Wasp could hear the can’t it hadn’t said. She didn’t push it. It wasn’t a word she much liked having to say herself.

“As for your methods,” the ghost went on. “Maybe you think I don’t mind in the slightest, standing by and letting you browse through my memories, knowing full well that I will never see them again for myself.” It gave her a long cold look. “You would be mistaken.”

“I’m not trying to pry,” Wasp shouted at it. “I’m trying to help. You think this is only hard for you? At least you’ve done this before! How easy, exactly, do you think it is for me to learn to work with anyone?”

“Going by what I’ve seen of your predecessors,” the ghost said drily, “I can see how that might be difficult.” It sighed. Shook its head very slightly. “You’re far from the first Archivist I tried to convince, you know. I don’t even remember when that started. Or why. It feels as though it’s been going on for some time.”

“They didn’t take the same shit from you, huh? Lucky me.”
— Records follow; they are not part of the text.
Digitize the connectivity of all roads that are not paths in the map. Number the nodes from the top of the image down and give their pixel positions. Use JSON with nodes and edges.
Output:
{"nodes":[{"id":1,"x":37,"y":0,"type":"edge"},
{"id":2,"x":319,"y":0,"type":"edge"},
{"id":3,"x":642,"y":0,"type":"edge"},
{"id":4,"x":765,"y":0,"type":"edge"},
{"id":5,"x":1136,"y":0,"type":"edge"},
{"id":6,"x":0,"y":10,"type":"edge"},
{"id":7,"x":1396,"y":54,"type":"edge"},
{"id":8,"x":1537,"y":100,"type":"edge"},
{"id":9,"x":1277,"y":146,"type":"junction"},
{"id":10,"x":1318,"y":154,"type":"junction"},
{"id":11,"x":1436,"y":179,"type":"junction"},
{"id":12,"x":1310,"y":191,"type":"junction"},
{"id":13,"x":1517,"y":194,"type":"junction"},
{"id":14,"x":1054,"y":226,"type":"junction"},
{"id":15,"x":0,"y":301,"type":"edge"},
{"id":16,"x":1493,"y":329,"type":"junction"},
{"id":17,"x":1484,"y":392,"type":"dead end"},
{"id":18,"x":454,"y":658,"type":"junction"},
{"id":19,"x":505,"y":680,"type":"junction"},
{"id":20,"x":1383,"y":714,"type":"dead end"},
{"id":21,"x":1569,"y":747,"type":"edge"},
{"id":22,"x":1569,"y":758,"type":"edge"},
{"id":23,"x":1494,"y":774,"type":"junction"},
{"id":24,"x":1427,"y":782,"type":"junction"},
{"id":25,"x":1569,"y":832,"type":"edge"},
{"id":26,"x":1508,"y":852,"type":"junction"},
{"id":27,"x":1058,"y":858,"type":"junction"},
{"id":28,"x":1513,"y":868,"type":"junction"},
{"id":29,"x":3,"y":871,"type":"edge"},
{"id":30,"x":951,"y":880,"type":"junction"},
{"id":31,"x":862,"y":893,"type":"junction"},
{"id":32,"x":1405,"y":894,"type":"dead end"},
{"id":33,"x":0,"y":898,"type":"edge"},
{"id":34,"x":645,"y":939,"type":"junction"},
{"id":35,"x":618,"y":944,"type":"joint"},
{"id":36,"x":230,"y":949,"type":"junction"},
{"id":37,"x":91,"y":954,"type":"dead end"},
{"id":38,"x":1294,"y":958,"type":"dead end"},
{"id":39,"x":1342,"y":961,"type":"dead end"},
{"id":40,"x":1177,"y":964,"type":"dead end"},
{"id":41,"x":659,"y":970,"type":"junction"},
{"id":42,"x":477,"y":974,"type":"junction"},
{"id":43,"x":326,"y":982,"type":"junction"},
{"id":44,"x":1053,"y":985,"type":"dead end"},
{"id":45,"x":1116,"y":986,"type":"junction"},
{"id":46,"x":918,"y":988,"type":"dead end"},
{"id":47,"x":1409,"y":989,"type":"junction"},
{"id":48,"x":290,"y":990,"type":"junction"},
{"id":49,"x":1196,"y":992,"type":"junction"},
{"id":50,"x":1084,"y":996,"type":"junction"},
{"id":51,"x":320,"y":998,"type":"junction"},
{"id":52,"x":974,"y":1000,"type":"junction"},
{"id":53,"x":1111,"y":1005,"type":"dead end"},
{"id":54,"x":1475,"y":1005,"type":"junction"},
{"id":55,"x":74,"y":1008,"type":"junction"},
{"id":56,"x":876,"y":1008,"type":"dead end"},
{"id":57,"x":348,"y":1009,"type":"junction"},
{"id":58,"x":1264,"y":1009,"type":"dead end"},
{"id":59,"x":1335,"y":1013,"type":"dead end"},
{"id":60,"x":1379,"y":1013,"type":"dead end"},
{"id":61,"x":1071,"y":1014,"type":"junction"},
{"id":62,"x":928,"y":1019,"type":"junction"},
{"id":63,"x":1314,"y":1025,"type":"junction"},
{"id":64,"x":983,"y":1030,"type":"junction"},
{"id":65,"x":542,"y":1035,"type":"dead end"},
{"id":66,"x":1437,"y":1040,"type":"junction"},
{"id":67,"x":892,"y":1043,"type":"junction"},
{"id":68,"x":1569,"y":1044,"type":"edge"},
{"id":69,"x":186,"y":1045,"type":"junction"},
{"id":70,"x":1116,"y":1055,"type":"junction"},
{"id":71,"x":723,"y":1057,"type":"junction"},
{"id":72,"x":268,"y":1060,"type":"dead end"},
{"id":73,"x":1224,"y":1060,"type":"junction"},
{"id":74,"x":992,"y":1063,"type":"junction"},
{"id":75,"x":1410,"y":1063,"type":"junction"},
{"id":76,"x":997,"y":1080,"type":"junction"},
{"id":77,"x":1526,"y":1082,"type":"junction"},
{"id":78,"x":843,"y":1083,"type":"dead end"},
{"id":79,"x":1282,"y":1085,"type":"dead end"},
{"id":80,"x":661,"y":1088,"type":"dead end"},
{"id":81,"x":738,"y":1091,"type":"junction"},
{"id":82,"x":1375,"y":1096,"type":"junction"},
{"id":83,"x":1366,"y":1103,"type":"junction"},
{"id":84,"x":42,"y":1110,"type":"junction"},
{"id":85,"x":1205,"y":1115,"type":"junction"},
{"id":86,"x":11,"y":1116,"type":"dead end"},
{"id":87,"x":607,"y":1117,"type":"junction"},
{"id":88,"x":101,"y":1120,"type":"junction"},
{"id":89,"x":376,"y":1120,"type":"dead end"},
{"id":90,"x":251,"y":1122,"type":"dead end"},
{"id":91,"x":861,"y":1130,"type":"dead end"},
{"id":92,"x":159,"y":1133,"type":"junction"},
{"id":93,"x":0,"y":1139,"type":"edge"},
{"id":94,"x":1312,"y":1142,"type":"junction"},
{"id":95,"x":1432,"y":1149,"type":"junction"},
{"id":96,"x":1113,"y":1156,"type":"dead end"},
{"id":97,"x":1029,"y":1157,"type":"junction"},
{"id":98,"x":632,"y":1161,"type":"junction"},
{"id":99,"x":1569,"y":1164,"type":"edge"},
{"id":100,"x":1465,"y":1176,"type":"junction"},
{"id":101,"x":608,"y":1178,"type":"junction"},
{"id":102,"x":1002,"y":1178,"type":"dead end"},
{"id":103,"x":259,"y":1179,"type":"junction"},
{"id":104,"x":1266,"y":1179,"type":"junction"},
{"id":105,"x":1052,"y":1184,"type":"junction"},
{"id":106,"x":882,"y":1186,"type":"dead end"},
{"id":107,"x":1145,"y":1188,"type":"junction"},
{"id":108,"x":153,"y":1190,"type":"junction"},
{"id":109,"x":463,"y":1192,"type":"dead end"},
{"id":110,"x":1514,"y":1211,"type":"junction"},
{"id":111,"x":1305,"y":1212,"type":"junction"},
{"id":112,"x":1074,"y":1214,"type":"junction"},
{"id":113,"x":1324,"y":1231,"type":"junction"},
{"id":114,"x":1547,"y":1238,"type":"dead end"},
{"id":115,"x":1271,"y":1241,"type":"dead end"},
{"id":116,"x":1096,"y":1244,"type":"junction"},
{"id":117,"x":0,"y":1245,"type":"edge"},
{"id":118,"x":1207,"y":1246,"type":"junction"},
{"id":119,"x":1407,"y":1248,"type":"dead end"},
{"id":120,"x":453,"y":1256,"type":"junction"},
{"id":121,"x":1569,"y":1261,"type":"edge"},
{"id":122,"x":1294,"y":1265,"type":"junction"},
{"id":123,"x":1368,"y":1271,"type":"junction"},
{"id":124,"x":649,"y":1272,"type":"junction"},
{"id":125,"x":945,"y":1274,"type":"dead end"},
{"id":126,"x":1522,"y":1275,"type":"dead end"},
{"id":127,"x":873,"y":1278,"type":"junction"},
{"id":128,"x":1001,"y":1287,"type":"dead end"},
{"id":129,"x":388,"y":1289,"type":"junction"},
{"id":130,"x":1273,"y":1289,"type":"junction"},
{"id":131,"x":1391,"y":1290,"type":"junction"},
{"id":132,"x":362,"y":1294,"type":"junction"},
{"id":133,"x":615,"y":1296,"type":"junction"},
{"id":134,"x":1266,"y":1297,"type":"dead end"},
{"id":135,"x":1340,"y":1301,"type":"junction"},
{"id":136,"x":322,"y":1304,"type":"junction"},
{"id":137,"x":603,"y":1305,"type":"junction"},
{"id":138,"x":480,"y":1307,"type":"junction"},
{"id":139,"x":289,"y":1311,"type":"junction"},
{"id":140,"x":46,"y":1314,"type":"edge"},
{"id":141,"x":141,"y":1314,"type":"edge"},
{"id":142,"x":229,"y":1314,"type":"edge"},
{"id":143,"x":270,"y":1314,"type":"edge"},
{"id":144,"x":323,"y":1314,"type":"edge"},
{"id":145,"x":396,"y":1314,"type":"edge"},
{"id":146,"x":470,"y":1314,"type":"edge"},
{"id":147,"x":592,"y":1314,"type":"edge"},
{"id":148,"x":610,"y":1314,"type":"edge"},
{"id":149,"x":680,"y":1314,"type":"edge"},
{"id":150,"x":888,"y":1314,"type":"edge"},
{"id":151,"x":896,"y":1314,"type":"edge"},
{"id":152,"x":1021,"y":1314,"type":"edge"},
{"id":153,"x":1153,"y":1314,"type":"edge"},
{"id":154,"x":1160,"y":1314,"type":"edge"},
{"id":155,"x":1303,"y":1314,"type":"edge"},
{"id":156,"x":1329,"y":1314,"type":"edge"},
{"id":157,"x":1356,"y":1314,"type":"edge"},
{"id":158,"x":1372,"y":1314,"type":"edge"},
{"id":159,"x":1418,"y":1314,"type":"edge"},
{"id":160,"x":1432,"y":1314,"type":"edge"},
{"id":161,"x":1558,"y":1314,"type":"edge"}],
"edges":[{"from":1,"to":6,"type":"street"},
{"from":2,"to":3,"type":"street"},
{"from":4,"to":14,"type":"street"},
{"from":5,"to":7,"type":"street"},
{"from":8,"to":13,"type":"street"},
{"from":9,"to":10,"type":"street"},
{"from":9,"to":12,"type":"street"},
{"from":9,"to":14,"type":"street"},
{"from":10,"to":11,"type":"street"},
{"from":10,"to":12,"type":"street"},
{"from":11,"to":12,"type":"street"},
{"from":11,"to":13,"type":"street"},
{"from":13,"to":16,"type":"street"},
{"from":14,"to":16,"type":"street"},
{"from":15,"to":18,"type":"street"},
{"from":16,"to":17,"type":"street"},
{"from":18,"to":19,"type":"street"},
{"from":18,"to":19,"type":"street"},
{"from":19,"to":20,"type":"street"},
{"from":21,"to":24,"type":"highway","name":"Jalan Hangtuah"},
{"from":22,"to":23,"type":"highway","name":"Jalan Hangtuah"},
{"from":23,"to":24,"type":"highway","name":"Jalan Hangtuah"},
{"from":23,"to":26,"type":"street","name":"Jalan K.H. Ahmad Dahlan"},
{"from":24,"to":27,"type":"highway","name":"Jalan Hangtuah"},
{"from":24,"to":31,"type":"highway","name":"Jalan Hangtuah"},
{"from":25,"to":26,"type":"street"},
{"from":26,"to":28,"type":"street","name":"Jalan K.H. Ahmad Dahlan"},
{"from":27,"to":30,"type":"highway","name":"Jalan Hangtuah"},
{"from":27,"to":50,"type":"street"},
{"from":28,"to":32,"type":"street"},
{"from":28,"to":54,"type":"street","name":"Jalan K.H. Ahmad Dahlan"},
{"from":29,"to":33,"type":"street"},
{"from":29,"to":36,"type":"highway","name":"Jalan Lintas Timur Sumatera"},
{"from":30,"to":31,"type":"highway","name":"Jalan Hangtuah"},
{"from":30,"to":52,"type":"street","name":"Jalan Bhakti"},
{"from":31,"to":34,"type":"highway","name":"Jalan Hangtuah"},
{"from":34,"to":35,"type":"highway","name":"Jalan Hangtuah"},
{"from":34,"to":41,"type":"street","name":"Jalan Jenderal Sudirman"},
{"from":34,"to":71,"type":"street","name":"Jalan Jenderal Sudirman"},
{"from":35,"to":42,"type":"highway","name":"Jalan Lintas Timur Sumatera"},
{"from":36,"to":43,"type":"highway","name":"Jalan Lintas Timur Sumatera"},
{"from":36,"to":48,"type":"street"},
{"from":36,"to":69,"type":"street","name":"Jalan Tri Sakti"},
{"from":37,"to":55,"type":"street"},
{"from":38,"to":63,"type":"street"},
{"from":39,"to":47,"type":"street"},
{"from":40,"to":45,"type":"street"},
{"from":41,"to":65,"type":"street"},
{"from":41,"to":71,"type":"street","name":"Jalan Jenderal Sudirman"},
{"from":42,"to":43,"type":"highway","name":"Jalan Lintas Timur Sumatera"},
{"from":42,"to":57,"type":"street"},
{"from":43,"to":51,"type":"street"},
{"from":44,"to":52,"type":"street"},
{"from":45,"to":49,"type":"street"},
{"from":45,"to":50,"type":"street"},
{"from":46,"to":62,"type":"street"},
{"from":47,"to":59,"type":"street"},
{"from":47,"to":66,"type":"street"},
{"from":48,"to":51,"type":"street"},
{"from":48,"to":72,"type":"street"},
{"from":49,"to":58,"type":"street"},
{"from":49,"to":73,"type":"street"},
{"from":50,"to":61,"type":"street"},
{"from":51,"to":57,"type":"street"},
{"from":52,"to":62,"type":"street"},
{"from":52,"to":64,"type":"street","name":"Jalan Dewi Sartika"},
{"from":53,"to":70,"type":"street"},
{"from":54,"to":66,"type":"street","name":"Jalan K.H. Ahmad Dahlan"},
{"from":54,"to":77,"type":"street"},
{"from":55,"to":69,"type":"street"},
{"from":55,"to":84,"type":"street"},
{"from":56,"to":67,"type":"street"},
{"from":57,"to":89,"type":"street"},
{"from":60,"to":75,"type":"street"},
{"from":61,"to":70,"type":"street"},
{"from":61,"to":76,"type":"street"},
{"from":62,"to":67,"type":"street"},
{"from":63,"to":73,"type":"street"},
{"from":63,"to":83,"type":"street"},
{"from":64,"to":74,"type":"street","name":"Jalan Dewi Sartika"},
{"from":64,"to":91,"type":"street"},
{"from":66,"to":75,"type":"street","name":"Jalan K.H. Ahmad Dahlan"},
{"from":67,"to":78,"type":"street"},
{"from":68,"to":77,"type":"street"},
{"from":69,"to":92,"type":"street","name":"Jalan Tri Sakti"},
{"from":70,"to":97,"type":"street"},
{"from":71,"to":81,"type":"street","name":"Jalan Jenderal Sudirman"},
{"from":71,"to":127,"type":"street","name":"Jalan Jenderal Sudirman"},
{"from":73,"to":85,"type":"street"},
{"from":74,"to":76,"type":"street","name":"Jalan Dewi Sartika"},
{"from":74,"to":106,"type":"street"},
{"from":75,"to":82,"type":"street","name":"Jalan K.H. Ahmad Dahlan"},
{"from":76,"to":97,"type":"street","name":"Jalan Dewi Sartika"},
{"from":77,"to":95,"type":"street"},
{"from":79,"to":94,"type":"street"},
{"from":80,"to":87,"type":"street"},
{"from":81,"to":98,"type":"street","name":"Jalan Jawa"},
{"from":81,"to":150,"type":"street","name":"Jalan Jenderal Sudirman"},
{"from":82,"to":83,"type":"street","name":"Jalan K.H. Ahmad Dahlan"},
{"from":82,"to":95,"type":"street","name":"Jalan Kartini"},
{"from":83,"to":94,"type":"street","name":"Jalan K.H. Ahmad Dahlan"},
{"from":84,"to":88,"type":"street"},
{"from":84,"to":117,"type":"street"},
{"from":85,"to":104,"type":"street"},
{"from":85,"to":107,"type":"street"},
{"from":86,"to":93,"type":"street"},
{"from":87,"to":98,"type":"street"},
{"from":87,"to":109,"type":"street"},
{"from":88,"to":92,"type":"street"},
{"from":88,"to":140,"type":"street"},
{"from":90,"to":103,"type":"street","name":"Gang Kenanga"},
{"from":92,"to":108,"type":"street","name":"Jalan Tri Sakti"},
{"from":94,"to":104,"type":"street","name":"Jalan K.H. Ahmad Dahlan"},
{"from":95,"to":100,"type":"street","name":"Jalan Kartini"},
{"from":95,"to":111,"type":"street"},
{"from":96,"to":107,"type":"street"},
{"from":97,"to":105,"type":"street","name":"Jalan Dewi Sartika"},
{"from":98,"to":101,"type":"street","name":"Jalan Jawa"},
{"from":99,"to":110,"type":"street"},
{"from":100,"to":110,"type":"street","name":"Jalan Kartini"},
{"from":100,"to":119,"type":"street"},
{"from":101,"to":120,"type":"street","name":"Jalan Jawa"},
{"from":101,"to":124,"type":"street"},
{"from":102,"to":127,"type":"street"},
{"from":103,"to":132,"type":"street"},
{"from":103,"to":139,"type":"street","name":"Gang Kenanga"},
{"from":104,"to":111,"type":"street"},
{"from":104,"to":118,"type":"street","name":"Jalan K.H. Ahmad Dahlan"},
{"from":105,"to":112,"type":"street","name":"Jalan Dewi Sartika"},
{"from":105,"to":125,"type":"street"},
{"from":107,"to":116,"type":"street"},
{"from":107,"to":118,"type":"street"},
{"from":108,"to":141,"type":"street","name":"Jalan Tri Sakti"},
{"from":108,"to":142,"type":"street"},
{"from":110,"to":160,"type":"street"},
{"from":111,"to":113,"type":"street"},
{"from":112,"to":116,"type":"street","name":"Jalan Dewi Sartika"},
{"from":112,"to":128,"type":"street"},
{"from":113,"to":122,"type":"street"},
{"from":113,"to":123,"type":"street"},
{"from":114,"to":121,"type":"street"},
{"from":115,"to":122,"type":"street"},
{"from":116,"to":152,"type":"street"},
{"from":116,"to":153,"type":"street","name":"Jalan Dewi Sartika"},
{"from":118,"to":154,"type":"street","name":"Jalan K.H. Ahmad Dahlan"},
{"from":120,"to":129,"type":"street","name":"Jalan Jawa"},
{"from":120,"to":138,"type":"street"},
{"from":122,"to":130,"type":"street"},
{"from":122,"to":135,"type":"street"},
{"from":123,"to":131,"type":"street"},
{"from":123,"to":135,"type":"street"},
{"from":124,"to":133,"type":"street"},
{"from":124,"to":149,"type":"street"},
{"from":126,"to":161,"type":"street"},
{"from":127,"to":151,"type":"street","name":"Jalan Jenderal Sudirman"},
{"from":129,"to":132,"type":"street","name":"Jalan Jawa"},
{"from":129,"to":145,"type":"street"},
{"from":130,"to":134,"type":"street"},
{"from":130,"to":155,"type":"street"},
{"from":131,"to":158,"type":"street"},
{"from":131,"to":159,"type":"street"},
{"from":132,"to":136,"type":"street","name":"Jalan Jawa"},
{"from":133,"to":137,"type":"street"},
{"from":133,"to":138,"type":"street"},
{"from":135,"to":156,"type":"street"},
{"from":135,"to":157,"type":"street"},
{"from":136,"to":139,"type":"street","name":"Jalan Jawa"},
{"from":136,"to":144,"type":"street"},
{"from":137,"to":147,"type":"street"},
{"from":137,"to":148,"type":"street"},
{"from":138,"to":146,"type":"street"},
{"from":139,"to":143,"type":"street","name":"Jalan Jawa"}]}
“That isn’t what I meant. Of all of them, you’re the first who was willing to listen. To look for her. To help me. You put your life on the line for two dead soldiers you never knew. And in return I betrayed your trust, as I betrayed her trust, and lost her. For what it’s worth, even if you go no further, I’m grateful you were willing to come this far.”

“Agh,” said Wasp, uncomfortable. “This is getting way too dramatic for me. I’m going now, if you’re finished. Like someone told me a while ago, I don’t have all day. Up to you if you want to follow.”

She took off walking. The ghost followed.